Katrin seufzte. ,,Er lässt sich nicht helfen. Ausserdem ist er sehr frech und er nutzt Krankenpfleger nur aus. Er wird dich auslachen, weil du diesen Beruf machst. Er hat keine Manieren und ihm ist alles egal. Glaub mir, du wirst das Krankenhaus darum bitten, dir einen neuen Patient aufzutragen." Ich legte meine Hand auf Katrins Schulter. ,,Du wunderst dich vielleicht, aber Timothy ist nicht mein einziger Patient auf meiner Liste für heute. Du musst keine Angst haben, denn ich schaffe das. Ich bin schon ein grosser Junge."

Katrin zuckte die Schultern. ,,Du musst dich nicht wundern, wenn er so ist, wie ich es gesagt habe.
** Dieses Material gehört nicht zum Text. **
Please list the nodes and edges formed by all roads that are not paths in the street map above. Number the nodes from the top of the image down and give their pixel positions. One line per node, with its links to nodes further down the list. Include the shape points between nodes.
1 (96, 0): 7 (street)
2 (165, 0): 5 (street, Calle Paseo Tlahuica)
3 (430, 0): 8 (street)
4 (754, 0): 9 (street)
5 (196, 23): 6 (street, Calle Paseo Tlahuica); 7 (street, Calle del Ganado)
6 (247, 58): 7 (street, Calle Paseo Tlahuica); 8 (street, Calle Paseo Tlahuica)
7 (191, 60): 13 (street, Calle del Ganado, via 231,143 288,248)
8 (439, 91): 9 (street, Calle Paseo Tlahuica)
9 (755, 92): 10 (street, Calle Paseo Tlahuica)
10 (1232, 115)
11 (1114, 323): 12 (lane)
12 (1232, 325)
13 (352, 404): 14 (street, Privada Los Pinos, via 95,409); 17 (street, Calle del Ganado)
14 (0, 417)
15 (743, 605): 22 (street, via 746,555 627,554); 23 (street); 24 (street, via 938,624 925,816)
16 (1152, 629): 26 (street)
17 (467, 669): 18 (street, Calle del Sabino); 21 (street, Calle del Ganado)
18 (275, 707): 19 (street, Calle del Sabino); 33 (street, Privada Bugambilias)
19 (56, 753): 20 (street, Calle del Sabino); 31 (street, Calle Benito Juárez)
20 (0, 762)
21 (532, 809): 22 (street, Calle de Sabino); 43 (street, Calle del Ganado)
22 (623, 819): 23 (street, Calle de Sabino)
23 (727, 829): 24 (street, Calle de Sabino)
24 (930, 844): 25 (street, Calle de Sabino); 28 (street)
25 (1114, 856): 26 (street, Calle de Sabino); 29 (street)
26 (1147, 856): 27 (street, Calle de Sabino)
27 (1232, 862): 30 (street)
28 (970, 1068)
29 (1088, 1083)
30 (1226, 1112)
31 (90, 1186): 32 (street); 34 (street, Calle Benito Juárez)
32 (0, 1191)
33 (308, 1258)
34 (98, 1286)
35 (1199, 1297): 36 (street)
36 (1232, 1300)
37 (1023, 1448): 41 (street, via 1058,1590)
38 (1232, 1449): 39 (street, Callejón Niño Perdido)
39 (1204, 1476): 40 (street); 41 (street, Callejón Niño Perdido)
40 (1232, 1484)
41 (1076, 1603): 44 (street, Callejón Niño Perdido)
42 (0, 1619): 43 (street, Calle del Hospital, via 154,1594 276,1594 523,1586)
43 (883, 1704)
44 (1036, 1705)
Ich habe dich gewarnt."

,,Dafür danke ich dir auch. Bis am Mittag." Ich ging aus dem Lift und Katrin drückte ihre gewünschte Etage und die Türen schlossen sich.

Gut gelaunt machte ich mich auf dem Weg zu meinen Patienten. Ich nahm eine Schluck aus dem Becher und kam beim Zimmer an.

,,Mr. O'Brien, Sie wollen doch nicht wirklich mit ihrem Kaffe hier reingehen." Ich sah hinter mir und sah einen Arzt.

,,Mr. Jonas, da haben Sie recht, wenn das hier nicht erlaubt ist, dann werde ich mich anpassen."

Mr. Jonas mochte mich nicht und das würde sich auch nicht ändern. Jeden Morgen trank ich meinen Kaffe, auch wenn es die Patienten sahen. Ich würde sogar ihnen einen bringen, wenn sie es verlangten. Mr. Jonas verabscheute meine freundliche Art und sah nichts menschliches an den Patienten.

,,Gut, dann entsorgen Sie ihn sofort." Er ging an mir vorbei und ich trat hinein. Nie würde ich meinen morgendlichen Kaffe wegschmeissen. Das war nicht ich.

Im Krankenzimmer waren zwei Personen. Der Jüngere war natürlich Timothy und der ältere Mann war wohl sein Mitbewohner.

Leider wusste ich seinen Namen nicht, weswegen ich ihn nur mit einem Guten Morgen begrüsste.

Dann sah ich zu Timothy.

,,Guten Morgen Timothy. Ich bin Mr. O'Brien, aber du kannst mich Dylan nennen."